Emsal Mahkeme Kararı İstanbul Bölge Adliye Mahkemesi 14. Hukuk Dairesi 2018/1029 E. 2019/552 K. 11.04.2019 T.

Görüntülediğiniz mahkeme kararı kesinleşmiş bir karardır.

T.C.
İSTANBUL
BÖLGE ADLİYE MAHKEMESİ
14. HUKUK DAİRESİ
DOSYA NO: 2018/1029
KARAR NO : 2019/552
T Ü R K M İ L L E T İ A D I N A
İ S T İ N A F K A R A R I
İNCELENEN KARARIN
MAHKEMESİ: Bakırköy 7.Asliye Ticaret Mahkemesi
NUMARASI : 2015/341 Esas – 2018/325 Karar
TARİHİ : 02/04/2018
DAVA : Alacak (Taşıma Sözleşmesi Kaynaklı)
Taraflar arasındaki alacak davasının yapılan yargılaması sonunda ilamda yazılı nedenlerden dolayı davanın kısmen kabul- kısmen reddine ilişkin olarak verilen karara karşı davalı vekilince istinaf kanun yoluna başvurulması üzerine, dosya içerisindeki tüm belgeler okunup incelendi, gereği konuşulup düşünüldü.
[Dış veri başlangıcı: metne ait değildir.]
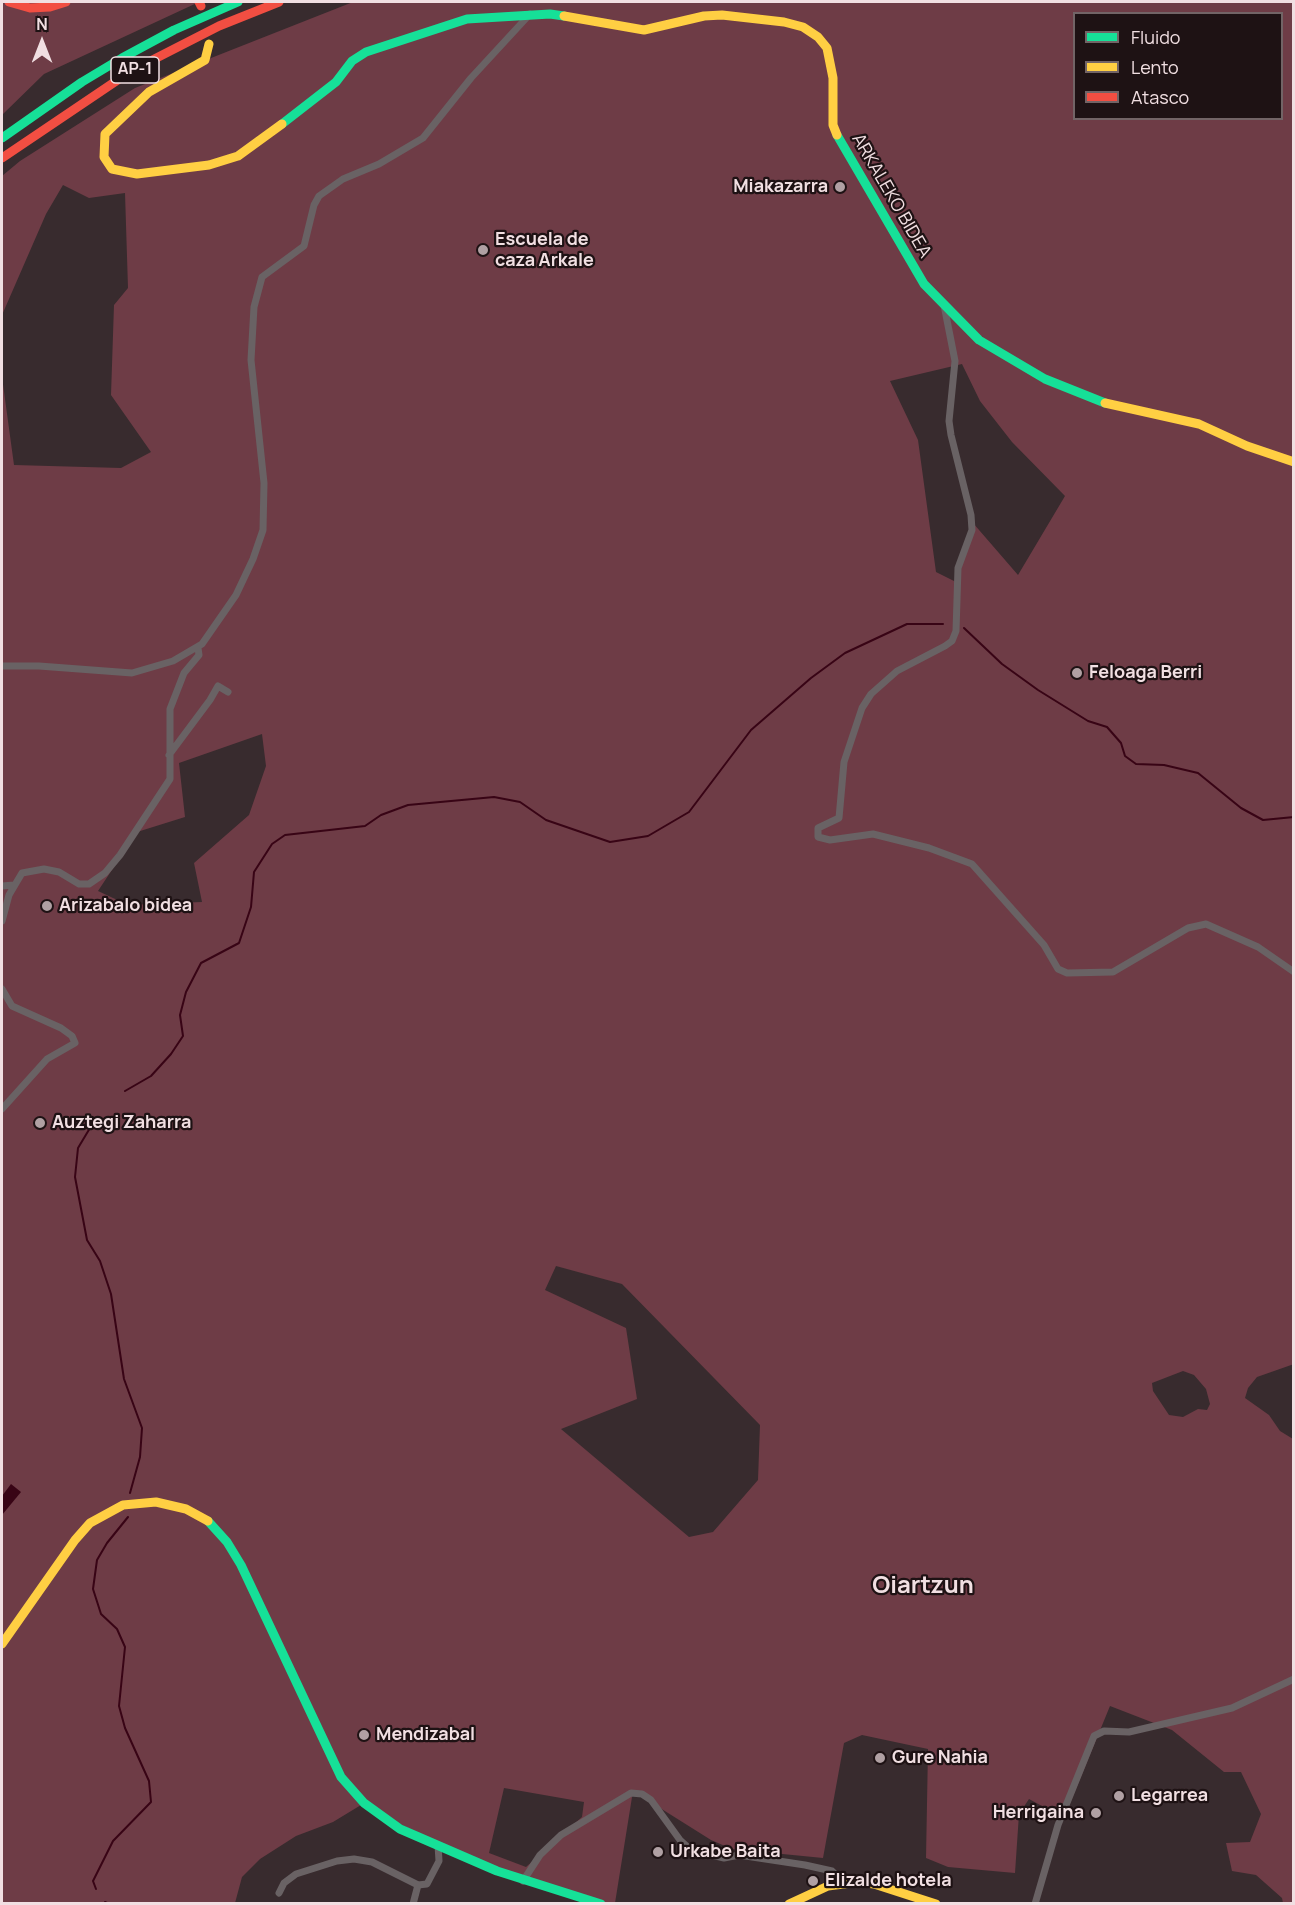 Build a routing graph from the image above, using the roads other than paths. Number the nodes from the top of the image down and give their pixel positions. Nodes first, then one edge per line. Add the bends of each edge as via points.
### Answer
1 (9, 2) edge
2 (66, 2) edge
3 (238, 2) edge
4 (279, 2) edge
5 (530, 14) junction
6 (209, 44) dead end
7 (2, 138) edge
8 (2, 158) edge
9 (944, 305) junction
10 (1293, 462) edge
11 (198, 648) junction
12 (2, 666) edge
13 (228, 692) dead end
14 (169, 755) junction
15 (14, 885) junction
16 (2, 886) edge
17 (2, 921) edge
18 (1293, 972) edge
19 (2, 989) edge
20 (2, 1109) edge
21 (2, 1644) edge
22 (1293, 1679) edge
23 (438, 1845) junction
24 (523, 1881) junction
25 (845, 1883) junction
26 (418, 1885) junction
27 (825, 1887) junction
28 (279, 1893) dead end
29 (930, 1903) edge
30 (413, 1904) edge
31 (601, 1904) edge
32 (789, 1904) edge
33 (800, 1904) edge
34 (1035, 1904) edge

1 - 2 main road via 30,8
3 - 7 main road, AP-1 via 122,58
4 - 8 main road, AP-1 via 219,26 131,71
5 - 6 main road, ARKALEKO BIDEA via 467,19 366,52 336,82 238,156 209,165 137,174 112,169 104,157 105,134 149,92 205,60
5 - 9 main road, ARKALEKO BIDEA via 644,30 722,15 784,22 803,27 818,37 831,62 833,125 837,137 907,259
5 - 11 street via 423,138 379,165 343,179 319,196 304,246 262,278 254,307 251,360 264,483 263,530 236,595
9 - 10 main road, ARKALEKO BIDEA via 1001,356 1076,393 1199,424
9 - 18 street via 955,361 951,435 972,530 958,568 958,612 952,641 897,672 871,694 862,708 844,762 839,818 818,828 818,837 831,840 873,834 972,864 1044,945 1058,969 1067,973 1113,972 1188,928 1206,924 1258,947
11 - 12 street via 159,666 132,673
11 - 14 street via 200,655 184,673 173,698
13 - 14 street via 218,686
14 - 15 street via 168,782 105,873 83,884 60,872 35,869 22,873
15 - 16 street
15 - 17 street
19 - 20 street via 12,1006 62,1028 75,1043 47,1059
21 - 23 main road via 90,1523 123,1505 156,1502 198,1515 228,1542 341,1777 388,1822
22 - 34 street via 1232,1708 1129,1732 1104,1731 1094,1736 1052,1843
23 - 24 main road
23 - 26 street via 439,1862 427,1884
24 - 25 street via 561,1835 631,1793 651,1800 691,1850 724,1858 739,1855 805,1865 832,1871
24 - 31 main road
25 - 27 main road
25 - 29 main road via 874,1884
26 - 28 street via 372,1862 354,1859 296,1874 284,1882
26 - 30 street
27 - 32 main road
27 - 33 main road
TARAFLARIN İDDİA VE SAVUNMALARININ ÖZETİ Davacı vekili dava dilekçesinde özetle; Türkiye’den Dhaka/Bangladeş’e yapılan taşımanın konşimento talimatında belirtilen sevk adresine yapılamaması nedeniyle taşıma konusu ürünlerin zayi olduğunu ileri sürerek, uğramış olduğu 118.095,925 TL (45.486,24 USD * 2.5963 TL) maddi zararın davalı şirketten tahsiline karar verilmesini talep etmiştir. Davalı vekili savunmasında özetle; Montreal Konvansiyonu’nun 31/2. maddesinde öngörülen 21 günlük süre içinde taşıyıcıya ihbarda bulunup bulunulmadığının araştırılmasını istediklerini, hak düşürücü sürelerde ihbarda bulunulmamış ise davanın reddi gerektiğini, müvekkili şirketin davacının uğramış olduğunu iddia ettiği zararlardan hiç bir şekilde sorumlu olmadığını belirterek, davanın süre ve esas yönünden reddine karar verilmesini istemiştir.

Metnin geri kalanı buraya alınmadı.